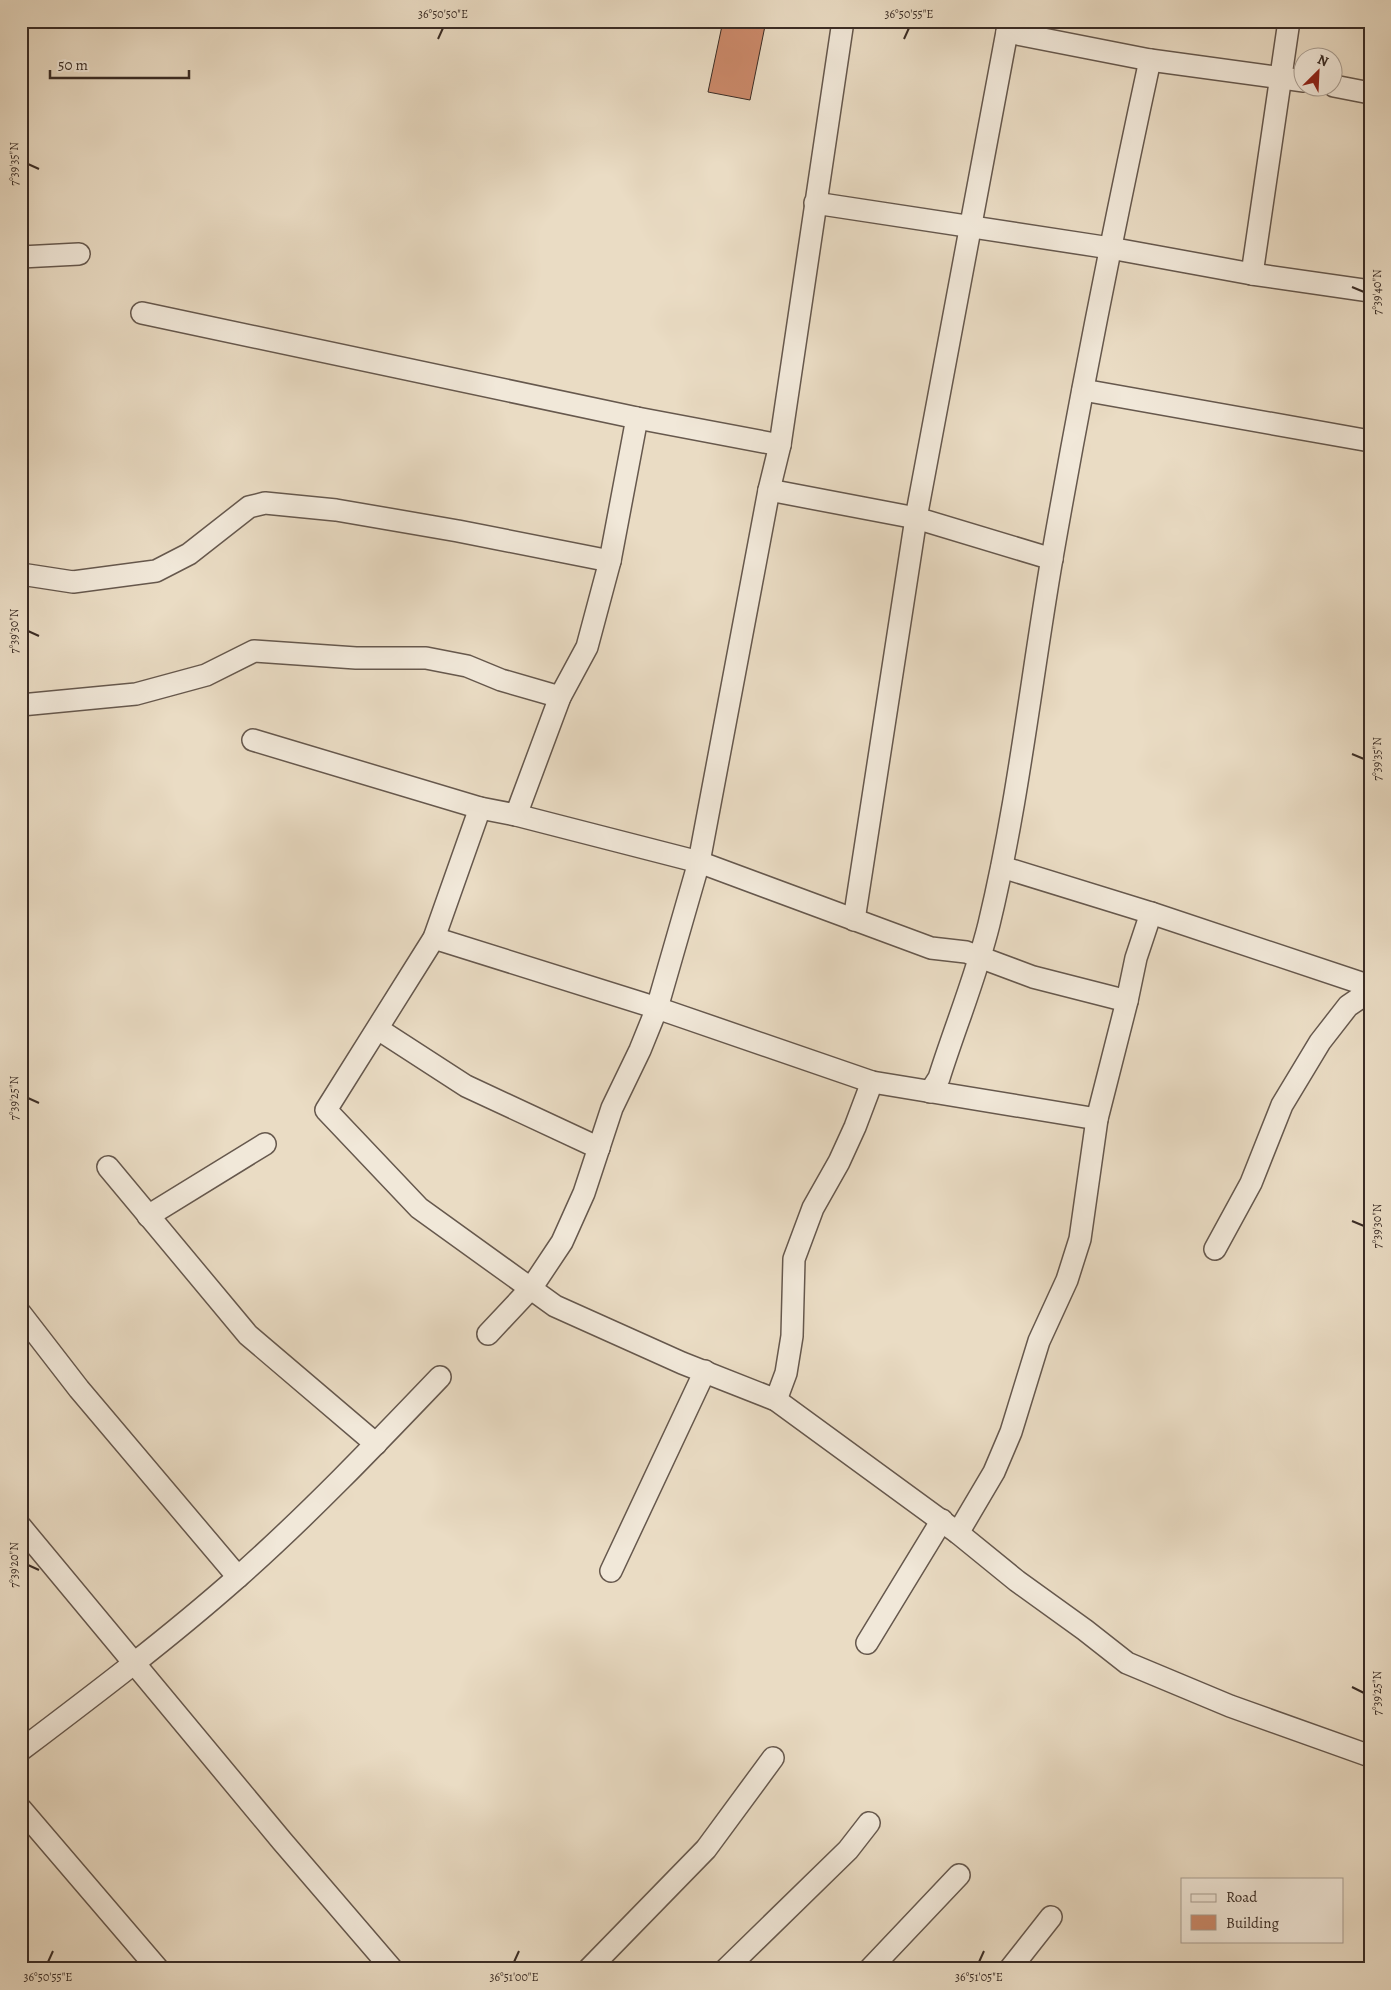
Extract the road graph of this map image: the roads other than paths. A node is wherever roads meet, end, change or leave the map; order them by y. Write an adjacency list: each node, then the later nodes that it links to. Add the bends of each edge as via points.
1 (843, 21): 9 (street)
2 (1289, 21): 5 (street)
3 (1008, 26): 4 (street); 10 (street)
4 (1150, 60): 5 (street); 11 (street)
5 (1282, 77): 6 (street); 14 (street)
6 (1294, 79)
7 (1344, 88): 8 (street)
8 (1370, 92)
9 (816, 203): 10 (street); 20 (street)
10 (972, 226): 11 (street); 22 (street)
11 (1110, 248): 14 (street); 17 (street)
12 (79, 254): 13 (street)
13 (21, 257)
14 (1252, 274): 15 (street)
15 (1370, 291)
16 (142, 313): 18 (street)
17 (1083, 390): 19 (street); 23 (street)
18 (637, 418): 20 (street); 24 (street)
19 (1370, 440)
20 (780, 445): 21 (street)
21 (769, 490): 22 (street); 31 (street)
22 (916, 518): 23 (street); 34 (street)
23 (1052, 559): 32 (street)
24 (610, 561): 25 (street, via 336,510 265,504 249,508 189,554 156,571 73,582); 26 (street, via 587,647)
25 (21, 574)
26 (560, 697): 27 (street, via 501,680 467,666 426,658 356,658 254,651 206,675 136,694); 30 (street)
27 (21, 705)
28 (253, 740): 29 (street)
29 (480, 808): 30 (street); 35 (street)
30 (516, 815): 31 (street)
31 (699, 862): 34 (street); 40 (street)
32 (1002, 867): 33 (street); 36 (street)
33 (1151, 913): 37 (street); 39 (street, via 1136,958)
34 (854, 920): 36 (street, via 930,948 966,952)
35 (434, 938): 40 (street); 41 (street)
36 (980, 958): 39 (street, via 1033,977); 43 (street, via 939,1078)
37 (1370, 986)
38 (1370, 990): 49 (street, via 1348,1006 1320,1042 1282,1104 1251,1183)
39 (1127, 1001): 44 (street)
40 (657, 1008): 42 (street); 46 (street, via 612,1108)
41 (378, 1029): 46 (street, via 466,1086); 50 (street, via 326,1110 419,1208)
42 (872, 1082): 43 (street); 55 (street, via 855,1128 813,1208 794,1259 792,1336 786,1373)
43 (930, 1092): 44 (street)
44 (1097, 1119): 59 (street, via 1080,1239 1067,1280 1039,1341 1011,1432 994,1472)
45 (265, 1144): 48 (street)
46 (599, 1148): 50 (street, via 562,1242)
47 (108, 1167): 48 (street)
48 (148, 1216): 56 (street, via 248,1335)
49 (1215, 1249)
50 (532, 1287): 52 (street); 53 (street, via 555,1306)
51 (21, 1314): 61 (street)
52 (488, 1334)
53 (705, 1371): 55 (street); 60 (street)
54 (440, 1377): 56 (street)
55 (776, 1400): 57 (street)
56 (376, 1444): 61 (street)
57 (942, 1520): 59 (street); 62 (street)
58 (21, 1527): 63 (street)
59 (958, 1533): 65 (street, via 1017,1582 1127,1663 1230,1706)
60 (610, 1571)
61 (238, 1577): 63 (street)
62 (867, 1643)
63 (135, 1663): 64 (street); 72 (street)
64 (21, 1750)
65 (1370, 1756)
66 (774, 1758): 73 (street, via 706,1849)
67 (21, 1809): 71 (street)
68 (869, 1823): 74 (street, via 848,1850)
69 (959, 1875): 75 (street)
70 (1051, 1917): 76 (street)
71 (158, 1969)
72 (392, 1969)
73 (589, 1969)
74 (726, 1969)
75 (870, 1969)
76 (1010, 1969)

※ ※ ※

▸ **Task description**
All records above are to be repeated exactly, with the images left out.

▸ **Response**
Extract the road graph of this map image: the roads other than paths. A node is wherever roads meet, end, change or leave the map; order them by y. Write an adjacency list: each node, then the later nodes that it links to. Add the bends of each edge as via points.
1 (843, 21): 9 (street)
2 (1289, 21): 5 (street)
3 (1008, 26): 4 (street); 10 (street)
4 (1150, 60): 5 (street); 11 (street)
5 (1282, 77): 6 (street); 14 (street)
6 (1294, 79)
7 (1344, 88): 8 (street)
8 (1370, 92)
9 (816, 203): 10 (street); 20 (street)
10 (972, 226): 11 (street); 22 (street)
11 (1110, 248): 14 (street); 17 (street)
12 (79, 254): 13 (street)
13 (21, 257)
14 (1252, 274): 15 (street)
15 (1370, 291)
16 (142, 313): 18 (street)
17 (1083, 390): 19 (street); 23 (street)
18 (637, 418): 20 (street); 24 (street)
19 (1370, 440)
20 (780, 445): 21 (street)
21 (769, 490): 22 (street); 31 (street)
22 (916, 518): 23 (street); 34 (street)
23 (1052, 559): 32 (street)
24 (610, 561): 25 (street, via 336,510 265,504 249,508 189,554 156,571 73,582); 26 (street, via 587,647)
25 (21, 574)
26 (560, 697): 27 (street, via 501,680 467,666 426,658 356,658 254,651 206,675 136,694); 30 (street)
27 (21, 705)
28 (253, 740): 29 (street)
29 (480, 808): 30 (street); 35 (street)
30 (516, 815): 31 (street)
31 (699, 862): 34 (street); 40 (street)
32 (1002, 867): 33 (street); 36 (street)
33 (1151, 913): 37 (street); 39 (street, via 1136,958)
34 (854, 920): 36 (street, via 930,948 966,952)
35 (434, 938): 40 (street); 41 (street)
36 (980, 958): 39 (street, via 1033,977); 43 (street, via 939,1078)
37 (1370, 986)
38 (1370, 990): 49 (street, via 1348,1006 1320,1042 1282,1104 1251,1183)
39 (1127, 1001): 44 (street)
40 (657, 1008): 42 (street); 46 (street, via 612,1108)
41 (378, 1029): 46 (street, via 466,1086); 50 (street, via 326,1110 419,1208)
42 (872, 1082): 43 (street); 55 (street, via 855,1128 813,1208 794,1259 792,1336 786,1373)
43 (930, 1092): 44 (street)
44 (1097, 1119): 59 (street, via 1080,1239 1067,1280 1039,1341 1011,1432 994,1472)
45 (265, 1144): 48 (street)
46 (599, 1148): 50 (street, via 562,1242)
47 (108, 1167): 48 (street)
48 (148, 1216): 56 (street, via 248,1335)
49 (1215, 1249)
50 (532, 1287): 52 (street); 53 (street, via 555,1306)
51 (21, 1314): 61 (street)
52 (488, 1334)
53 (705, 1371): 55 (street); 60 (street)
54 (440, 1377): 56 (street)
55 (776, 1400): 57 (street)
56 (376, 1444): 61 (street)
57 (942, 1520): 59 (street); 62 (street)
58 (21, 1527): 63 (street)
59 (958, 1533): 65 (street, via 1017,1582 1127,1663 1230,1706)
60 (610, 1571)
61 (238, 1577): 63 (street)
62 (867, 1643)
63 (135, 1663): 64 (street); 72 (street)
64 (21, 1750)
65 (1370, 1756)
66 (774, 1758): 73 (street, via 706,1849)
67 (21, 1809): 71 (street)
68 (869, 1823): 74 (street, via 848,1850)
69 (959, 1875): 75 (street)
70 (1051, 1917): 76 (street)
71 (158, 1969)
72 (392, 1969)
73 (589, 1969)
74 (726, 1969)
75 (870, 1969)
76 (1010, 1969)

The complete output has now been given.